■ Given entries
○ ○ ○ ○

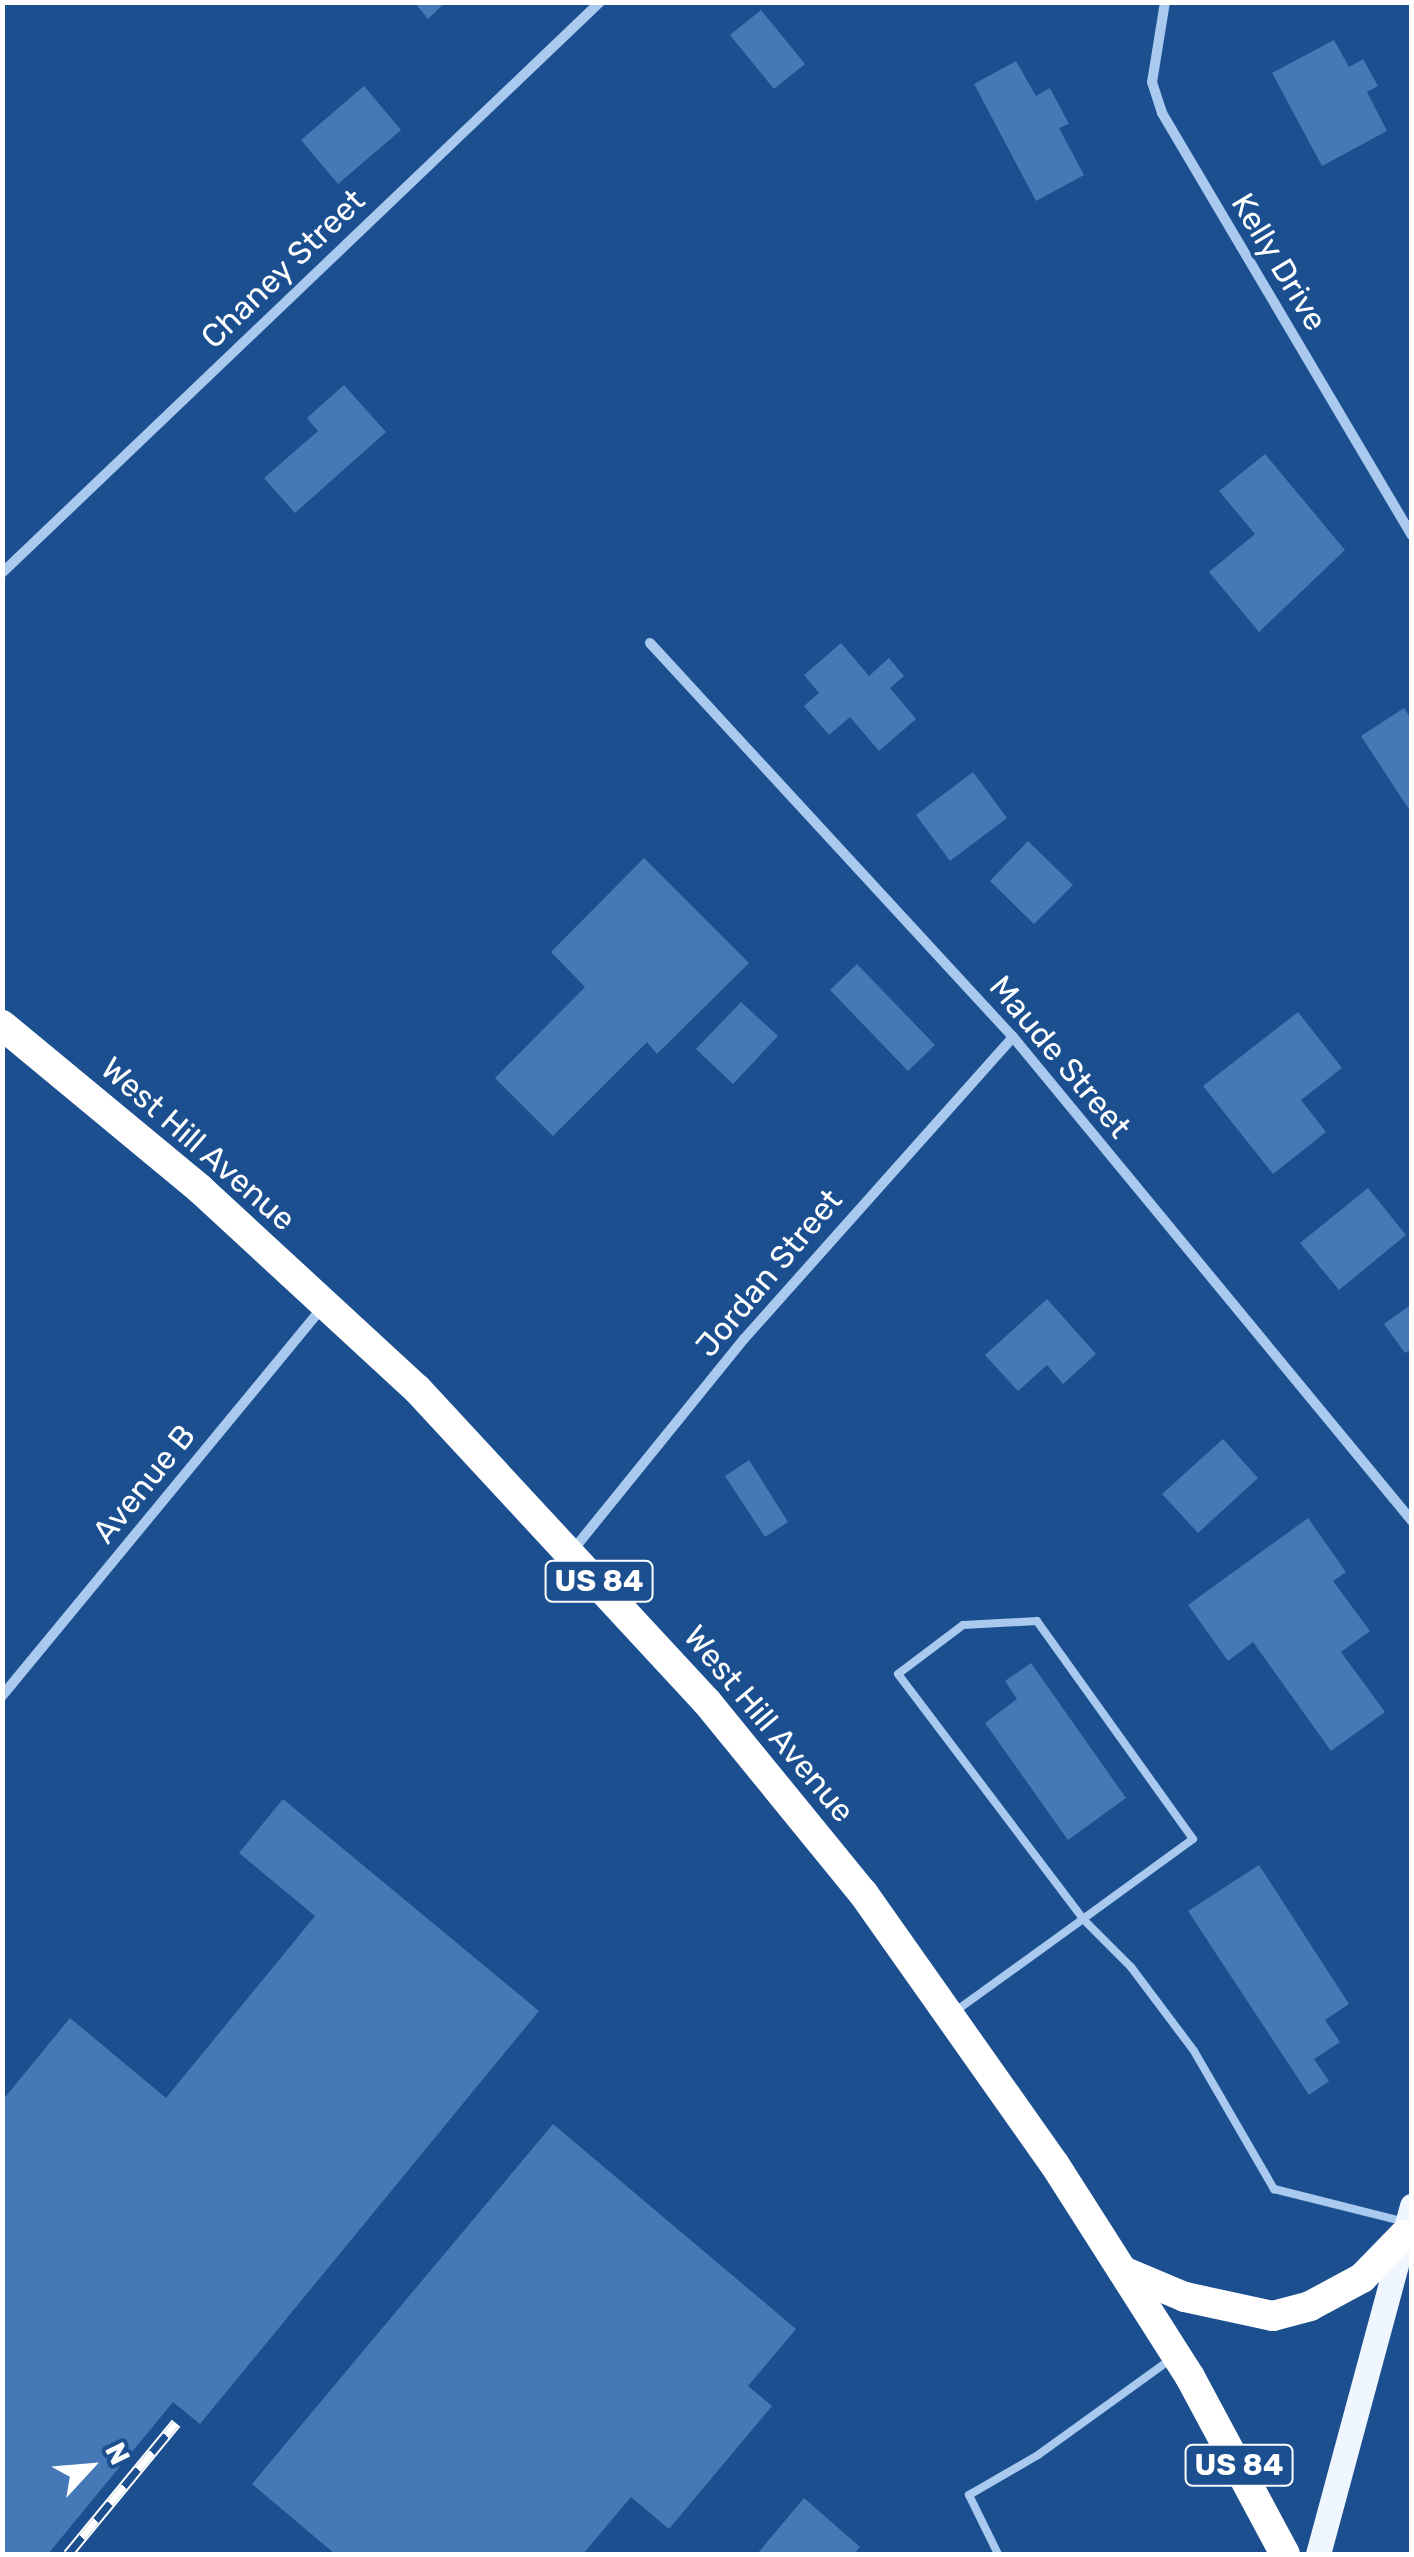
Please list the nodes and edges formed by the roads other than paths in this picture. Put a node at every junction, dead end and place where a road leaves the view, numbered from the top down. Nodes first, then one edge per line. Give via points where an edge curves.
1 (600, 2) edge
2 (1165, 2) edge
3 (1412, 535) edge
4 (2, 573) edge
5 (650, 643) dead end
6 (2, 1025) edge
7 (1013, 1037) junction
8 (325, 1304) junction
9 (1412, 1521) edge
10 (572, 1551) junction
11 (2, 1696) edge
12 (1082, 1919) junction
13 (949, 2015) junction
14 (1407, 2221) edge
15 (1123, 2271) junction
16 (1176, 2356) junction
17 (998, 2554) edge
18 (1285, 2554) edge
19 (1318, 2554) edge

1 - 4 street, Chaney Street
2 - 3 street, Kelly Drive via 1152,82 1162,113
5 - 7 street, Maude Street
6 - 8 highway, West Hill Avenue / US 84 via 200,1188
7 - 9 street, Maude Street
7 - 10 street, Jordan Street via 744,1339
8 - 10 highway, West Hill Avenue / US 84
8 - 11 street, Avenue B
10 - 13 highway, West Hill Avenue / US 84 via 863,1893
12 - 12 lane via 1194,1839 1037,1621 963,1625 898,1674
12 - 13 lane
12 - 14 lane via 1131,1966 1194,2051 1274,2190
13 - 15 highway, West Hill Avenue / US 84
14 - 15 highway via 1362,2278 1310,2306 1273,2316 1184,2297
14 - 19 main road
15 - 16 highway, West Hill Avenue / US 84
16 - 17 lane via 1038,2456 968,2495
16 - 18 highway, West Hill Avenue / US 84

○ ○ ○ ○

■ Exercise description
Every entry must be retyped exactly, with the pictures removed.

■ Exercise result
Please list the nodes and edges formed by the roads other than paths in this picture. Put a node at every junction, dead end and place where a road leaves the view, numbered from the top down. Nodes first, then one edge per line. Give via points where an edge curves.
1 (600, 2) edge
2 (1165, 2) edge
3 (1412, 535) edge
4 (2, 573) edge
5 (650, 643) dead end
6 (2, 1025) edge
7 (1013, 1037) junction
8 (325, 1304) junction
9 (1412, 1521) edge
10 (572, 1551) junction
11 (2, 1696) edge
12 (1082, 1919) junction
13 (949, 2015) junction
14 (1407, 2221) edge
15 (1123, 2271) junction
16 (1176, 2356) junction
17 (998, 2554) edge
18 (1285, 2554) edge
19 (1318, 2554) edge

1 - 4 street, Chaney Street
2 - 3 street, Kelly Drive via 1152,82 1162,113
5 - 7 street, Maude Street
6 - 8 highway, West Hill Avenue / US 84 via 200,1188
7 - 9 street, Maude Street
7 - 10 street, Jordan Street via 744,1339
8 - 10 highway, West Hill Avenue / US 84
8 - 11 street, Avenue B
10 - 13 highway, West Hill Avenue / US 84 via 863,1893
12 - 12 lane via 1194,1839 1037,1621 963,1625 898,1674
12 - 13 lane
12 - 14 lane via 1131,1966 1194,2051 1274,2190
13 - 15 highway, West Hill Avenue / US 84
14 - 15 highway via 1362,2278 1310,2306 1273,2316 1184,2297
14 - 19 main road
15 - 16 highway, West Hill Avenue / US 84
16 - 17 lane via 1038,2456 968,2495
16 - 18 highway, West Hill Avenue / US 84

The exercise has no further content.